Many have tried to enter its alluring market, yet few have achieved any level of success.

The reason for this is that China's commerce and cultural norms are vastly different from those in the West.  

Brands that have successfully launched in multiple Western countries may think they know what they are doing when launching in China. It's just another country, right?

Unfortunately not. For many reasons, China is unique. Because of these quirks, entering its market requires special attention from Western brands to stand a chance of being successful.

To help brand marketers start to think about how to enter China, Econsultancy is publishing quarterly China reports to cover the digital players, trends, and insights about the country.

Below are a few key points from our first report, The China Digital Report, Q1 2016.

China has the largest single-country presence on the internet

It is well-known that China has the largest population of any country on earth, but what may not be so obvious is that China now has the largest population on the internet.

According to Internet Live Stats, China now has over 720m internet users which is more than 20% of the global total.

The nearest competing country is India which, with 462m users, has less than two-thirds of the Chinese internet population.  

In third place is the US which now makes up less than 10% of internet users, globally.

China's lead in internet population size is significant as we can now expect digital innovations, especially regarding scale, to originate in China and flow westwards.  

This is happening already, to some extent, with WeChat (see below).

China's online population is still growing

Another thing to keep in mind when considering China's presence on the internet is that only around 50% of the Chinese population is online.  

That is, there are a lot of people in the country who are not yet 'digital' at all.

Compare this with the US and other Western nations who achieved that level in the early 2000s and seem to be peaking at around 85-90% penetration.

In other words, China's influence on the internet is on the rise and the Western domination of the internet may be coming to an end.

This is important for brand marketers to note because as more Chinese come online, the Chinese market will only rise in importance and sophistication.

Western firms, therefore, need to acknowledge that China's digital economy is now on par with the West and, in some cases, may even be ahead.

It's prudent, then, for brands to become familiar with how Chinese firms operate in their own market now to prepare for the future.

WeChat is the runaway success story

Many Western sites are blocked by the Great Firewall of China (see our previous China post for details) which means that China has its own version of many digital services.

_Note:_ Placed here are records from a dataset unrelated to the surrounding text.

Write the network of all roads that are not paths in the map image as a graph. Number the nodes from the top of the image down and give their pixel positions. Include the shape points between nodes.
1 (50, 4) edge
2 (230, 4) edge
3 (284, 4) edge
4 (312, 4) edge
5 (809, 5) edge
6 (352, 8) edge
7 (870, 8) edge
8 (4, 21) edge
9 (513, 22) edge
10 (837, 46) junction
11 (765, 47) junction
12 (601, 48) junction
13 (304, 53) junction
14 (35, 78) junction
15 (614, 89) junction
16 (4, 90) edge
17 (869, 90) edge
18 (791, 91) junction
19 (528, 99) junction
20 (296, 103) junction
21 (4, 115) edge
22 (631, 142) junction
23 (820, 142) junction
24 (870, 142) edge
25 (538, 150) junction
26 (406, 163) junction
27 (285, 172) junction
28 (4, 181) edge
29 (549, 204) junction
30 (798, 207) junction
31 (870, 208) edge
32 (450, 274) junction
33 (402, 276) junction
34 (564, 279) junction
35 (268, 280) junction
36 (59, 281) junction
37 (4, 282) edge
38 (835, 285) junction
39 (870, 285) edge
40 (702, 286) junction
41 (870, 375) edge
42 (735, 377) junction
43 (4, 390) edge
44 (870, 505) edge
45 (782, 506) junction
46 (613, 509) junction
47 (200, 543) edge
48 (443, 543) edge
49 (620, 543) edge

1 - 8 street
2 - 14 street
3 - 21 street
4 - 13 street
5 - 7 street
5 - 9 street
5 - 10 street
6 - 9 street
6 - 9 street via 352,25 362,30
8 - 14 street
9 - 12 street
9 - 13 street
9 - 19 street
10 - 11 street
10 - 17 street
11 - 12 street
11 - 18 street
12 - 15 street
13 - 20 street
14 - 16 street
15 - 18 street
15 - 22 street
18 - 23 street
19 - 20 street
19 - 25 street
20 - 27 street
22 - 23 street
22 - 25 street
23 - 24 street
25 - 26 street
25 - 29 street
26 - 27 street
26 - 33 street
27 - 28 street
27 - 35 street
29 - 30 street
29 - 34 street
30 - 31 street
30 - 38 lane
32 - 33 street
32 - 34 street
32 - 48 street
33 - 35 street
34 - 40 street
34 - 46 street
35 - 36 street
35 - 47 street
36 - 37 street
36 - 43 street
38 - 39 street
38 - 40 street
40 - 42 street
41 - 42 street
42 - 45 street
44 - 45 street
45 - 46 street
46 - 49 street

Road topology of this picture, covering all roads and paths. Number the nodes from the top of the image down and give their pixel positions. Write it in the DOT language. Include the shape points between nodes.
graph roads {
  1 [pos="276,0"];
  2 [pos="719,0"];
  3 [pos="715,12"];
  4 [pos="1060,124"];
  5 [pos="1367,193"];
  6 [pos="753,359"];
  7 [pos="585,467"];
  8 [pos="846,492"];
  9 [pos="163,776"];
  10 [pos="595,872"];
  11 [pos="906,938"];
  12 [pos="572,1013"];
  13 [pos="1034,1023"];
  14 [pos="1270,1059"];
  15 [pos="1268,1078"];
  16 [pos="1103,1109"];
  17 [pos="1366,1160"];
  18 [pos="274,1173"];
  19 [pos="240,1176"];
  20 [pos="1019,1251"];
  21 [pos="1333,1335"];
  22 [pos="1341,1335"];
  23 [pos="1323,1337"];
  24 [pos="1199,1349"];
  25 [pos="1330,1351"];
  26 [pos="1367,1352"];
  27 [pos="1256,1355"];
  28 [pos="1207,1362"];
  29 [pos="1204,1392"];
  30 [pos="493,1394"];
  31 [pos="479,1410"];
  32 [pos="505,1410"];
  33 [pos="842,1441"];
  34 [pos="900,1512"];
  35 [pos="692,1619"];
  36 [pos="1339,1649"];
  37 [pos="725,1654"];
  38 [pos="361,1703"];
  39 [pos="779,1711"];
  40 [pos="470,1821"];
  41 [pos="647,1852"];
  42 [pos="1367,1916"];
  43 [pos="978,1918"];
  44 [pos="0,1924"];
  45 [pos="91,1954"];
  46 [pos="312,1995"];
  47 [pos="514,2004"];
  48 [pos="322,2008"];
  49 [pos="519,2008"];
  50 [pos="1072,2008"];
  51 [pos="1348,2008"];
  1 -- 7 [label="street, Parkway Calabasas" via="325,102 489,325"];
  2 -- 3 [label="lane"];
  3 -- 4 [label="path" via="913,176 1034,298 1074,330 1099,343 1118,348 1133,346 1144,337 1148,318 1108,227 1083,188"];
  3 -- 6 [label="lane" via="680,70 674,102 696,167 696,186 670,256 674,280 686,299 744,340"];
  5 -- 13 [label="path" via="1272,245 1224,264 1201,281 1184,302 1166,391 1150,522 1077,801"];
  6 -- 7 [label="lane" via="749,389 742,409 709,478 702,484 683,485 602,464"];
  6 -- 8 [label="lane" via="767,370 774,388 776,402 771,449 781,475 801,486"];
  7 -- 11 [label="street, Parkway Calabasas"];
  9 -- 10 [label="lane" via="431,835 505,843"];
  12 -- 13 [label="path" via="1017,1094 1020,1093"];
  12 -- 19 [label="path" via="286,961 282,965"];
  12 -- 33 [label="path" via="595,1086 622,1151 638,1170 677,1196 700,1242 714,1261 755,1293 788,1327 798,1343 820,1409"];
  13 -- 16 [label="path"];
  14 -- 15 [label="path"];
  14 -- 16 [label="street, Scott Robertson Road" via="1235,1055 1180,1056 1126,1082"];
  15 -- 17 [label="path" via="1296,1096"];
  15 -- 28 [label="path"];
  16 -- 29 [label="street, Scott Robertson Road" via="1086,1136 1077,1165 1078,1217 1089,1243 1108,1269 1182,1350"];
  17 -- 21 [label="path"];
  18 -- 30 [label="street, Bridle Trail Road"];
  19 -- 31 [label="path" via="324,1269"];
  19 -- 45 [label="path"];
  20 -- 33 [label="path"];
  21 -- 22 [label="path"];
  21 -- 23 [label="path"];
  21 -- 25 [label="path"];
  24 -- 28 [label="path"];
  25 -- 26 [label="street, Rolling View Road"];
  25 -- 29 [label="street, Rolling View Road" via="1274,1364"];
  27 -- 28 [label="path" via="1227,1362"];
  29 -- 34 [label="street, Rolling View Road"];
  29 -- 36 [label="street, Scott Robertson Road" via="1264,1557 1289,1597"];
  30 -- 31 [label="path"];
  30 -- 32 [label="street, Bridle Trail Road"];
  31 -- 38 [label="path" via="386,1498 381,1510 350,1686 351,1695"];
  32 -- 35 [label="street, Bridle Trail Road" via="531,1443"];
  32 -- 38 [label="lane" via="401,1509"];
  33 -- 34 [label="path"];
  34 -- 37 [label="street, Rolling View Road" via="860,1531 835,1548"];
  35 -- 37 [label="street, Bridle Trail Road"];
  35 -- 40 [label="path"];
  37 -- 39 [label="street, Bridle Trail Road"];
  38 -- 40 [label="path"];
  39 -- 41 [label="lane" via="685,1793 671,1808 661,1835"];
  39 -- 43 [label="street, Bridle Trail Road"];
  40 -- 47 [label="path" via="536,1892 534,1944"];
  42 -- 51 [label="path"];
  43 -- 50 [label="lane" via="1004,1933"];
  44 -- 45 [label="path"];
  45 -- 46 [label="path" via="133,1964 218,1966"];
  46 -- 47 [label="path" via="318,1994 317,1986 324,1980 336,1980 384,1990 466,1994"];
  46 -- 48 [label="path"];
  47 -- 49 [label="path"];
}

One service in particular, the social network WeChat, has been more successful than all of the others.  

WeChat has enjoyed growth rates of around 50% year-over-year in 2014 and 2015 after blistering triple-digit year-over-year growth in 2012 and 2013.

One reason for this growth is that WeChat continuously innovates its core product, offering new ways for users to integrate the app into their daily lives.

Though it isn't the largest social network in China (QQ has more monthly active users) WeChat is the fastest-growing social network and the most dominant, culturally.

In brief, if your brand is interested in breaking into China, start by researching what you can do on WeChat.

Baidu is the 800-pound gorilla of search and more

When reviewing the relative size of search engines in China by visitors, it seems that China has multiple, competing search engines each with significant market share.

 

But when search engines are measured by revenue, a very different picture emerges.

 

Clealy Baidu is the search leader in China with more than six times the market share of its largest competitor, Google China.

Another thing to note is that Baidu has an even greater cultural presence in China than Google does in the West.

Besides search and other services like maps also offered by Google, Baidu also operates China's most popular encyclopedia, an ecommerce platform, a gaming platform, and even a food delivery service.

According to Andrew Ng, Baidu's chief scientist in Silicon Valley, these additional services exist because, unlike in the West, other companies had not built them.  

He states in a recent interview:

In the US, we search for a movie ticket and Google or Bing could send you to Fandango and off you go. In China, that website we could send you to, it doesn’t exist. We [Baidu] have to build it ourselves. 

So for brands who are looking to launch services in China, be sure to check that the market isn't already served by Baidu or another Chinese heavyweight company.

Google and China... it's complicated

Google has a complicated and interesting history with China. Until 2010, Google China was one of the most popular sites in China and had a 29% market share, according to research firm Analysys International. 

Following a disagreement with the Chinese government about censoring search results in 2010, though, Google effectively pulled out of China.

What happened next is slightly confusing. Google relocated to Hong Kong (which, yes, is still China) and has 79% search market share there, according to StatCounter.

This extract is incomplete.